DESCRIPTION OF THE TASK:
If a line in the data holds the string "Northcourt", list it.
Segment Start: EXERCISE DATA
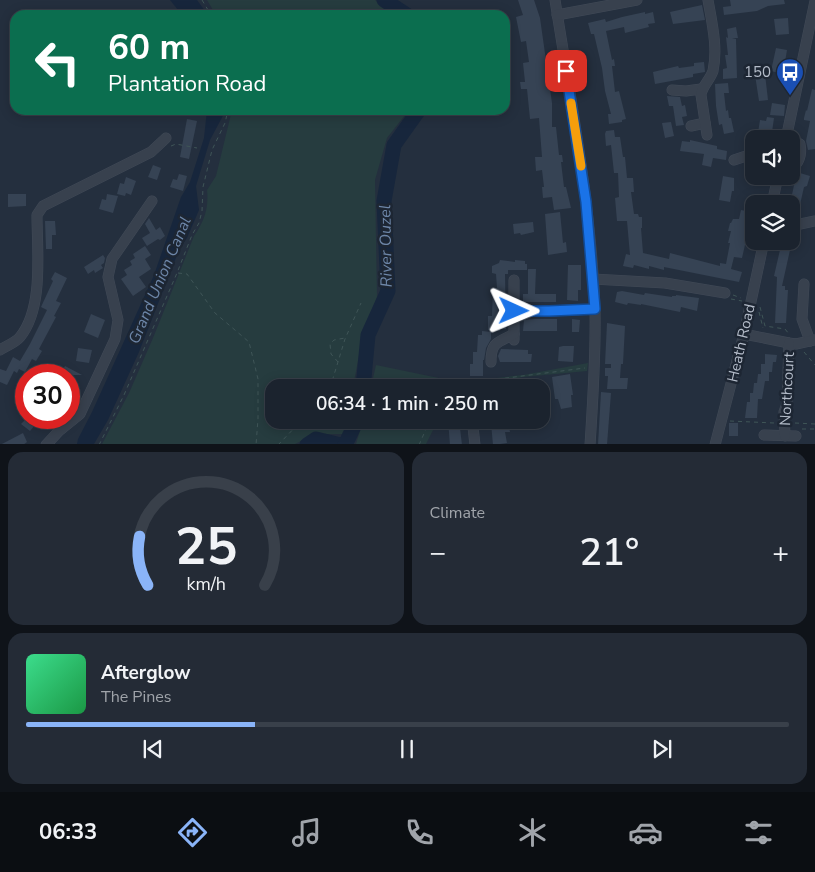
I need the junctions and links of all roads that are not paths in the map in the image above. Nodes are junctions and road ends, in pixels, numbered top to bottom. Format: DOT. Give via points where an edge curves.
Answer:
graph roads {
  1 [pos="555,0"];
  2 [pos="638,0"];
  3 [pos="708,0"];
  4 [pos="815,1"];
  5 [pos="557,15"];
  6 [pos="701,89"];
  7 [pos="672,90"];
  8 [pos="705,123"];
  9 [pos="691,126"];
  10 [pos="791,130"];
  11 [pos="707,135"];
  12 [pos="166,138"];
  13 [pos="745,156"];
  14 [pos="734,160"];
  15 [pos="152,201"];
  16 [pos="815,221"];
  17 [pos="800,224"];
  18 [pos="762,250"];
  19 [pos="593,279"];
  20 [pos="514,280"];
  21 [pos="804,284"];
  22 [pos="725,293"];
  23 [pos="595,309"];
  24 [pos="514,311"];
  25 [pos="744,334"];
  26 [pos="812,341"];
  27 [pos="793,344"];
  28 [pos="0,350"];
  29 [pos="491,362"];
  30 [pos="473,429"];
  31 [pos="764,435"];
  32 [pos="785,436"];
  33 [pos="796,436"];
  34 [pos="46,444"];
  35 [pos="474,444"];
  36 [pos="590,444"];
  37 [pos="715,444"];
  1 -- 5 [label="street"];
  2 -- 5 [label="street"];
  3 -- 6 [label="street" via="714,37 713,70"];
  4 -- 10 [label="street"];
  5 -- 19 [label="street" via="586,202"];
  6 -- 7 [label="street"];
  6 -- 8 [label="street"];
  8 -- 9 [label="street"];
  8 -- 11 [label="street"];
  12 -- 28 [label="street" via="152,152 43,206 37,215 37,294 31,319 19,339"];
  13 -- 14 [label="street"];
  15 -- 34 [label="street" via="112,259 108,277 118,320 115,339 80,414"];
  16 -- 17 [label="street"];
  18 -- 25 [label="street, Heath Road"];
  19 -- 22 [label="street" via="665,282"];
  19 -- 23 [label="street"];
  20 -- 24 [label="street"];
  21 -- 26 [label="street" via="802,318"];
  23 -- 24 [label="street"];
  23 -- 36 [label="street"];
  24 -- 29 [label="street" via="514,337 497,342 491,349"];
  25 -- 27 [label="street, Northcourt"];
  25 -- 37 [label="street, Heath Road"];
  26 -- 27 [label="street, Northcourt"];
  27 -- 32 [label="street, Northcourt" via="784,412"];
  30 -- 35 [label="street"];
  31 -- 32 [label="street, Northcourt"];
  32 -- 33 [label="street, Northcourt"];
}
Segment End: EXERCISE DATA
WRITTEN SOLUTION:
  25 -- 27 [label="street, Northcourt"];
  26 -- 27 [label="street, Northcourt"];
  27 -- 32 [label="street, Northcourt" via="784,412"];
  31 -- 32 [label="street, Northcourt"];
  32 -- 33 [label="street, Northcourt"];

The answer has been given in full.